Sunday, August 15, 2010

The More Things Change . . .

While tidying my desk this morning, I discovered an article someone had given me clipped from the July 20, 1989, issue of the New York Times. It was entitled "Summer Slice of City Life Up the Hudson," and it was written by James H. Roper.

To put things in perspective, early on in the article, the late Marion Harshman, a real estate agent and an early acquirer of Hudson property, was quoted as saying, "It's definitely a buyer's market in Hudson." To illustrate this, the following examples were cited: "a 'handy-man's special' in the $28,000 range; a $48,000 two-family saltbox that can be lived in while restoration work is done, and a late-Victorian house in need of extensive exterior restoration for about $135,000."

Three houses were featured in the article, with exterior and interior pictures: the late Bruce Hall's house on Warren Street, Jeremiah Rusconi's house at Front and Allen streets, and Tom Mabley's house in the 300 block of Allen Street.

The last few paragraphs of the article are especially interesting:

Preservationists see the city's architecture as the key to its revival. But Jeremiah Rusconi, an architectural designer who restored a Greek Revival house here, said it was difficult to make longtime residents realize the value of their architecture.

More than half of Hudson's buildings are listed on the National Register of Historic Places.
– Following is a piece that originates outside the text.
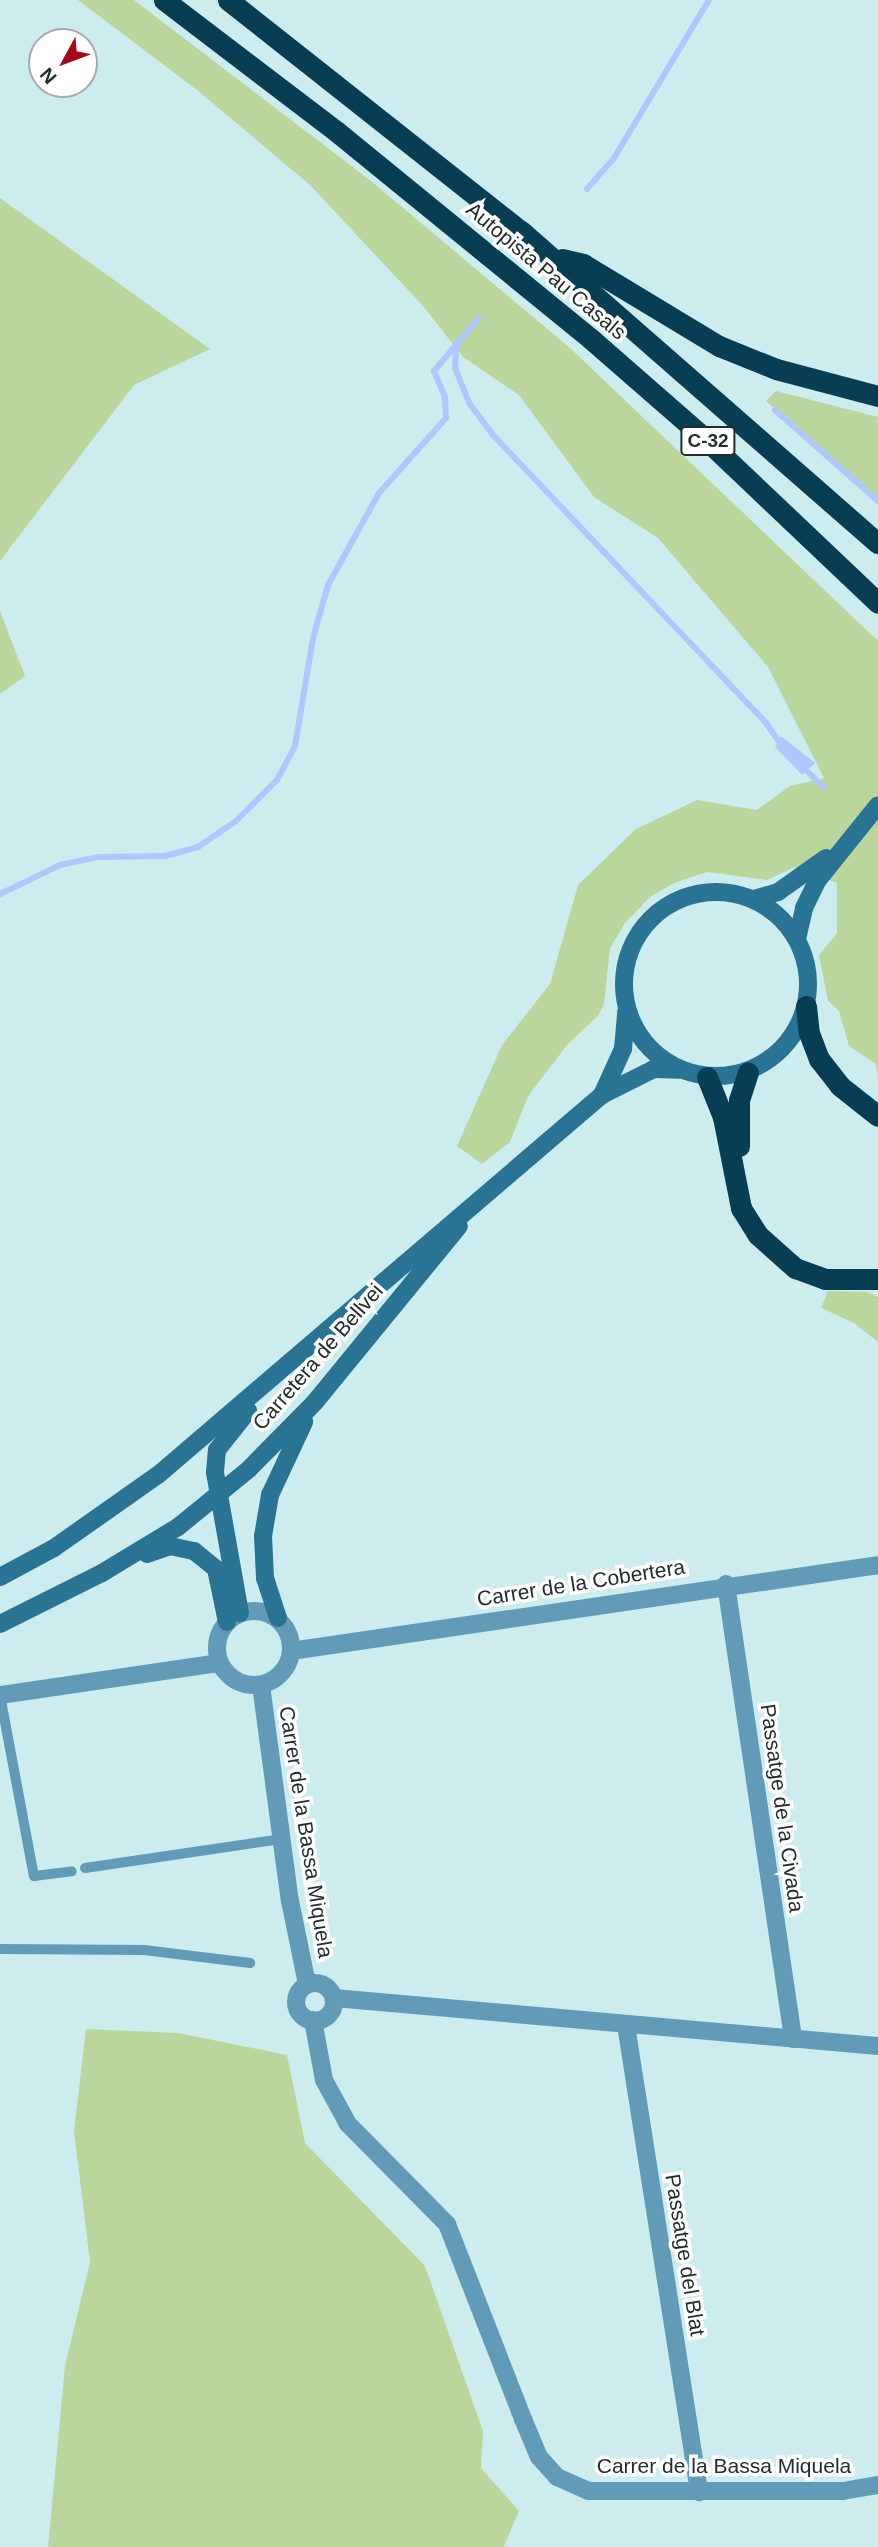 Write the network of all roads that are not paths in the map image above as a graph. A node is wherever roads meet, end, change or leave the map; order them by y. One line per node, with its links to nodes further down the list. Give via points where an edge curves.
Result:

But, [Bruce] Hall [author of Diamond Street: The Story of the Little Town with the Big Red Light District] said, the city fought the listing "tooth and nail."

[Neil] Larson [a former field representative for the New York State Historic Preservation Office] explained: "The local government was fearful of losing their control to make local decisions. The National Register designation did two things: it brought about more stringent environmental reviews, and it gave fuel to newcomers who had been cajoling the city to be more sensitive to preservation issues."
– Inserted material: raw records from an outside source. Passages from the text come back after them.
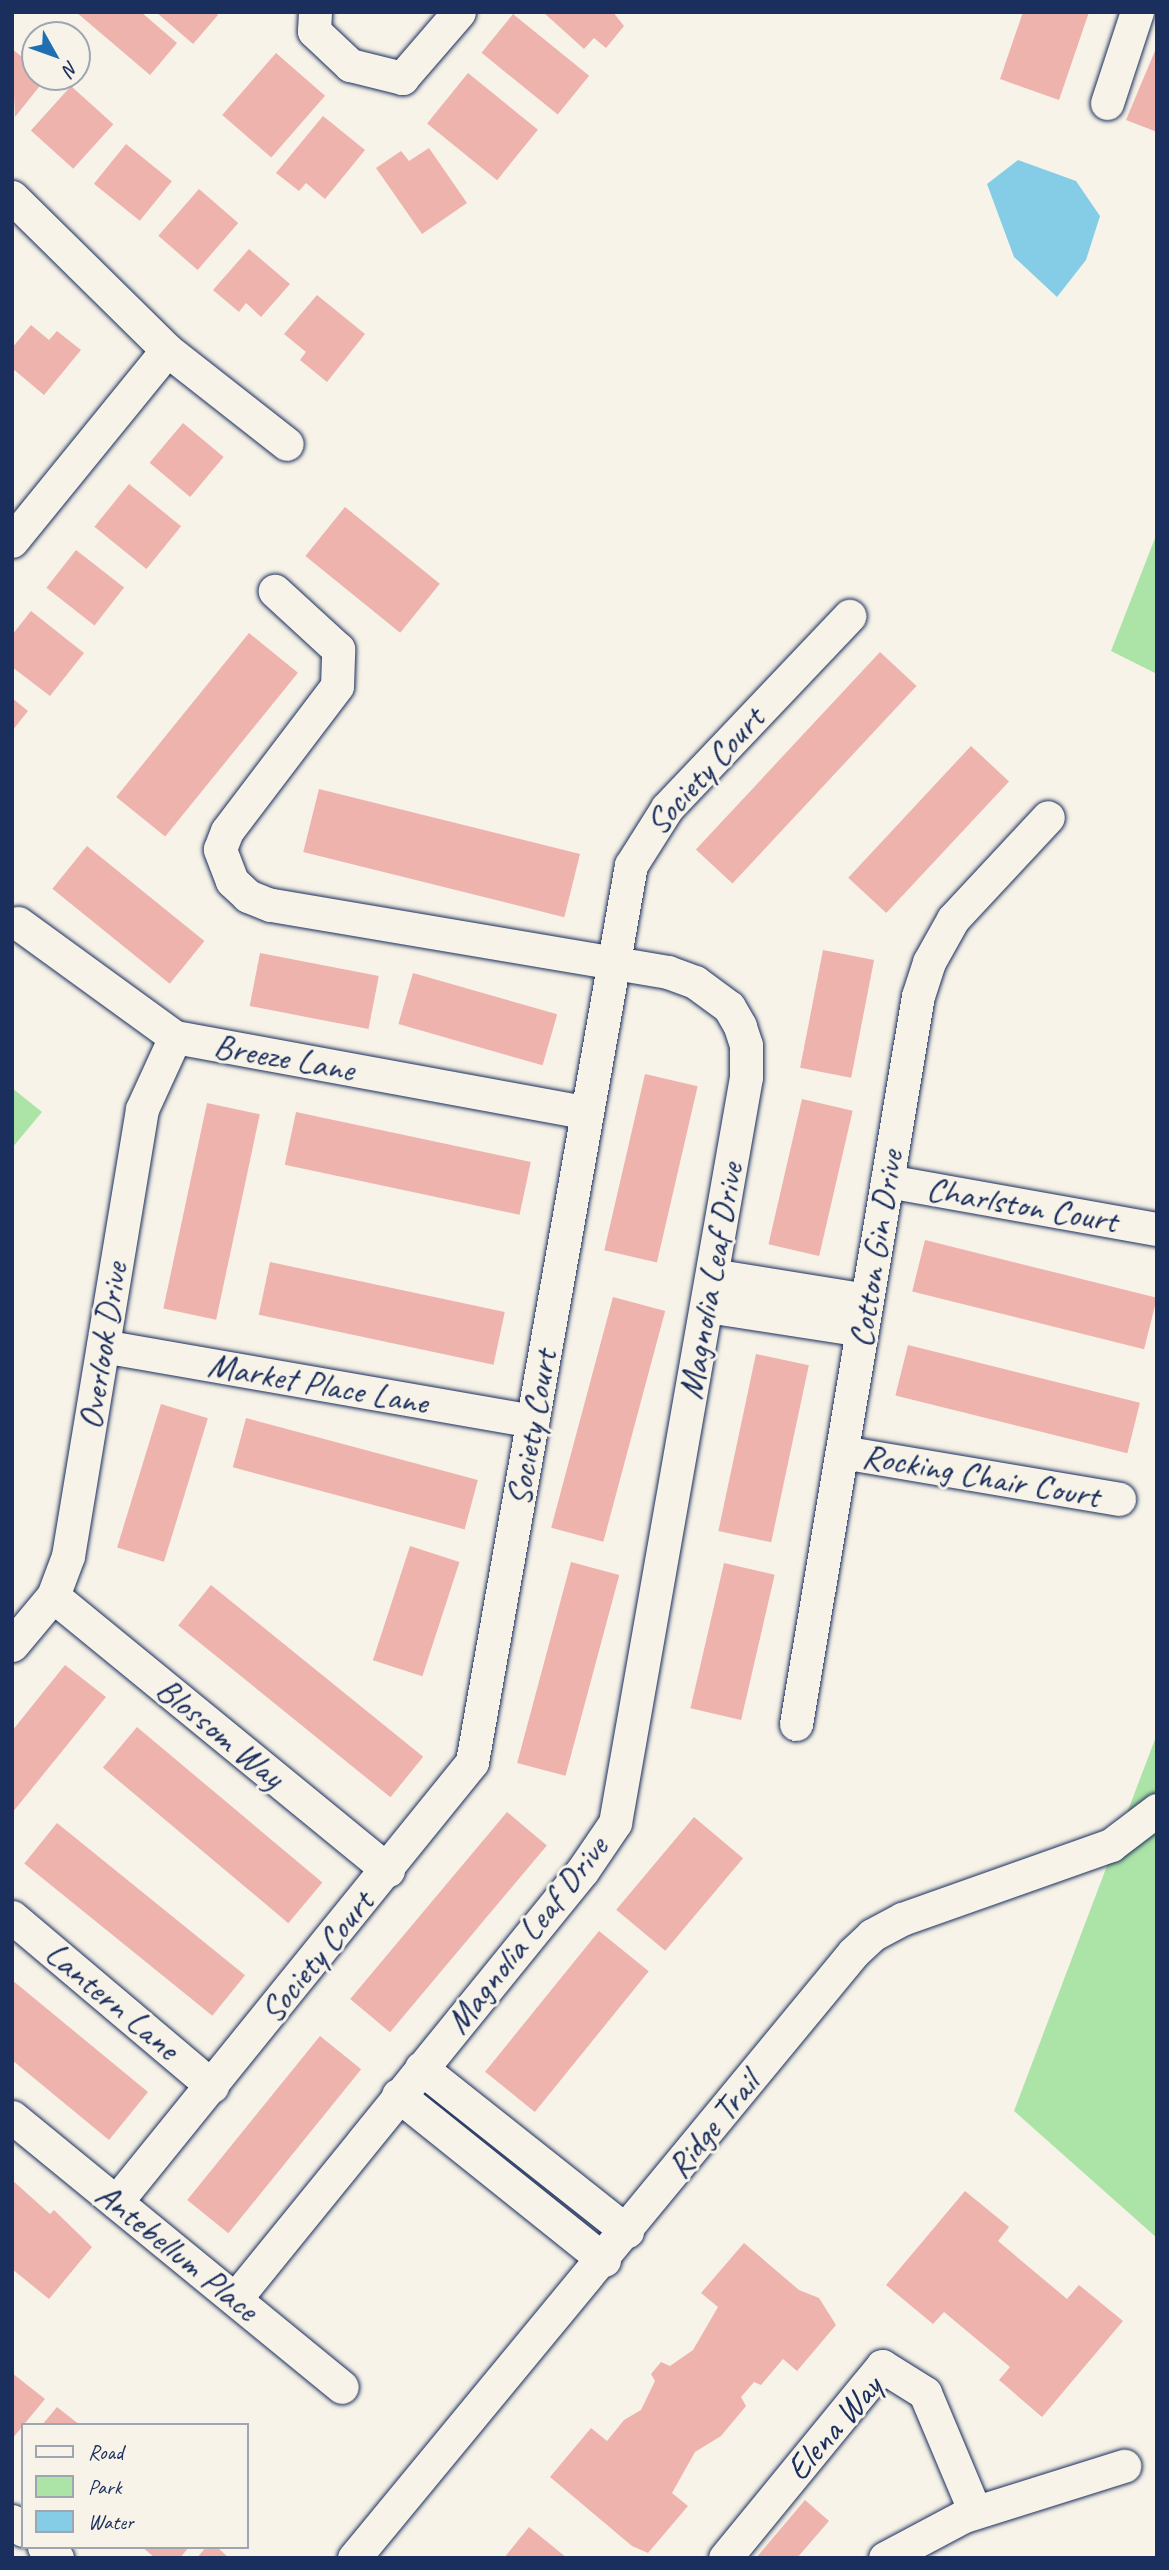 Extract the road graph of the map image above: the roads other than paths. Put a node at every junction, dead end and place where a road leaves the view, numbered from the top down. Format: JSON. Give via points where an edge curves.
{"nodes":[{"id":1,"x":315,"y":12,"type":"edge"},
{"id":2,"x":459,"y":12,"type":"edge"},
{"id":3,"x":1137,"y":12,"type":"edge"},
{"id":4,"x":1107,"y":103,"type":"dead end"},
{"id":5,"x":12,"y":197,"type":"edge"},
{"id":6,"x":167,"y":350,"type":"junction"},
{"id":7,"x":287,"y":444,"type":"dead end"},
{"id":8,"x":12,"y":541,"type":"edge"},
{"id":9,"x":275,"y":591,"type":"dead end"},
{"id":10,"x":849,"y":616,"type":"dead end"},
{"id":11,"x":1048,"y":817,"type":"dead end"},
{"id":12,"x":18,"y":923,"type":"dead end"},
{"id":13,"x":611,"y":962,"type":"junction"},
{"id":14,"x":175,"y":1037,"type":"junction"},
{"id":15,"x":585,"y":1112,"type":"junction"},
{"id":16,"x":887,"y":1181,"type":"junction"},
{"id":17,"x":1157,"y":1229,"type":"edge"},
{"id":18,"x":709,"y":1290,"type":"junction"},
{"id":19,"x":865,"y":1315,"type":"junction"},
{"id":20,"x":103,"y":1346,"type":"junction"},
{"id":21,"x":533,"y":1420,"type":"junction"},
{"id":22,"x":842,"y":1452,"type":"junction"},
{"id":23,"x":1119,"y":1499,"type":"dead end"},
{"id":24,"x":53,"y":1596,"type":"junction"},
{"id":25,"x":12,"y":1645,"type":"edge"},
{"id":26,"x":796,"y":1724,"type":"dead end"},
{"id":27,"x":1157,"y":1810,"type":"edge"},
{"id":28,"x":388,"y":1870,"type":"junction"},
{"id":29,"x":12,"y":1917,"type":"edge"},
{"id":30,"x":421,"y":2068,"type":"junction"},
{"id":31,"x":212,"y":2085,"type":"junction"},
{"id":32,"x":398,"y":2095,"type":"junction"},
{"id":33,"x":12,"y":2117,"type":"edge"},
{"id":34,"x":116,"y":2202,"type":"junction"},
{"id":35,"x":628,"y":2231,"type":"junction"},
{"id":36,"x":604,"y":2260,"type":"junction"},
{"id":37,"x":235,"y":2299,"type":"junction"},
{"id":38,"x":342,"y":2387,"type":"dead end"},
{"id":39,"x":1124,"y":2466,"type":"dead end"},
{"id":40,"x":975,"y":2512,"type":"junction"},
{"id":41,"x":354,"y":2558,"type":"edge"},
{"id":42,"x":725,"y":2558,"type":"edge"},
{"id":43,"x":885,"y":2558,"type":"edge"}],
"edges":[{"from":1,"to":2,"type":"street","via":[[314,31],[350,65],[402,78]]},
{"from":3,"to":4,"type":"street"},
{"from":5,"to":6,"type":"street"},
{"from":6,"to":7,"type":"street"},
{"from":6,"to":8,"type":"street"},
{"from":9,"to":13,"type":"street","name":"Magnolia Leaf Drive","via":[[338,649],[337,686],[227,831],[220,849],[232,881],[248,896],[270,905]]},
{"from":10,"to":13,"type":"street","name":"Society Court","via":[[652,826],[631,864]]},
{"from":11,"to":16,"type":"street","name":"Cotton Gin Drive","via":[[953,919],[929,962],[918,996]]},
{"from":12,"to":14,"type":"street","name":"Breeze Lane"},
{"from":13,"to":15,"type":"street","name":"Society Court"},
{"from":13,"to":18,"type":"street","name":"Magnolia Leaf Drive","via":[[695,982],[729,1007],[746,1045],[746,1077]]},
{"from":14,"to":15,"type":"street","name":"Breeze Lane"},
{"from":14,"to":20,"type":"street","name":"Overlook Drive","via":[[142,1109]]},
{"from":15,"to":21,"type":"street","name":"Society Court"},
{"from":16,"to":17,"type":"street","name":"Charlston Court"},
{"from":16,"to":19,"type":"street","name":"Cotton Gin Drive"},
{"from":18,"to":19,"type":"street"},
{"from":18,"to":30,"type":"street","name":"Magnolia Leaf Drive","via":[[615,1823],[583,1870]]},
{"from":19,"to":22,"type":"street","name":"Cotton Gin Drive"},
{"from":20,"to":21,"type":"street","name":"Market Place Lane"},
{"from":20,"to":24,"type":"street","name":"Overlook Drive","via":[[68,1556]]},
{"from":21,"to":28,"type":"street","name":"Society Court","via":[[472,1762]]},
{"from":22,"to":23,"type":"street","name":"Rocking Chair Court"},
{"from":22,"to":26,"type":"street","name":"Cotton Gin Drive"},
{"from":24,"to":25,"type":"street","name":"Overlook Drive"},
{"from":24,"to":28,"type":"street","name":"Blossom Way"},
{"from":27,"to":35,"type":"street","name":"Ridge Trail","via":[[1111,1845],[902,1919],[872,1935]]},
{"from":28,"to":31,"type":"street","name":"Society Court"},
{"from":29,"to":31,"type":"street","name":"Lantern Lane"},
{"from":30,"to":32,"type":"street","name":"Magnolia Leaf Drive"},
{"from":30,"to":35,"type":"street"},
{"from":31,"to":34,"type":"street","name":"Society Court"},
{"from":32,"to":36,"type":"street"},
{"from":32,"to":37,"type":"street","name":"Magnolia Leaf Drive"},
{"from":33,"to":34,"type":"street","name":"Antebellum Place"},
{"from":34,"to":37,"type":"street","name":"Antebellum Place"},
{"from":35,"to":36,"type":"street","name":"Ridge Trail"},
{"from":36,"to":41,"type":"street","name":"Ridge Trail"},
{"from":37,"to":38,"type":"street","name":"Antebellum Place"},
{"from":39,"to":40,"type":"street"},
{"from":40,"to":42,"type":"street","name":"Elena Way","via":[[925,2393],[882,2367]]},
{"from":40,"to":43,"type":"street"}]}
Mayor Michael Yusko Jr. says he applauds preservation but is wary of gentrification. "One of the biggest problems facing many of the old-time residents is that they can't afford to live here anymore," he said. "The value of property is escalating to the point where it's difficult for a local person to buy their own home and raise their family."

Alan Ferri, executive director of Hudson Housing Services Corporation, a nonprofit neighborhood housing services program, said while the "speculative frenzy" of the local real estate market seems to be declining, problems remain.

"Hudson is a very poor community," Mr. Ferri said. "The 1980 Census listed the median income at $9,900, and by 1985, that figure hadn't changed much." Mr. Ferri also noted the problem of homelessness; Columbia Opportunities Inc., a community action agency in Columbia County, has reported that 290 families in the county have no place to live.

Mr. Larson acknowledged "two separate populations" in the city, but said he thinks they interact fairly well. "It's a low-key kind of place, even with the city slickers," he said. "Hudson is accessible to city refugees of a different economic level. They seem to care; they don't want to just isolate themselves and 'get away from it all.'"

Mr. Mabley agrees: "What you hope is that a town like Hudson will be revitalized, not necessarily gentrified."

"Let's face it: Hudson is not a real slick community to hang out in," Mr. Larson said. "It's not glitzy, it's gritty. But that has a certain appeal: It's lively, more heterogeneous. It's more real."
It's interesting how little Hudson's "official" view of itself--articulated by city officials and agency directors--has changed in two decades, while Hudson's image to the outside world has gone from "gritty" to "cool." But, after all this time, preservationists still have to be proselytizers.


  1. Sadly, the first image is an amazing testament to how much Mr. Rusconi has neglected his own home. How such a preservation minded individual would allow a building to slowly drip away is beyond me.

  2. It's my understanding that after Mr. Rusconi poured his heart, time and money into his home it began to crumble from the increased vibrations of the truck traffic going to the port.

    The first image is not what the building looked like when purchased.
    This image is what he turned it into.

    He feels it is beyond repair structurally now so he has given up on this project as whole heartedly as he had loved it.

    Just another reason to get O & G and SLC out of our town.

  3. My apologies to "Anonymous" who submitted a comment in response to the one that immediately precedes this one. I rejected it because I think it is inappropriate for people who decline to identify themselves to carry on an extended debate about someone who is identified but is neither an elected official nor a public figure. If you want to resubmit your comment and identify yourself, I will publish it.

  4. Jeremiah's beautiful house is in a sad state today, which does seem odd for a historic house renovator, truck traffic or no.

    As far as I can tell he has done essentially nothing to maintain it for many years.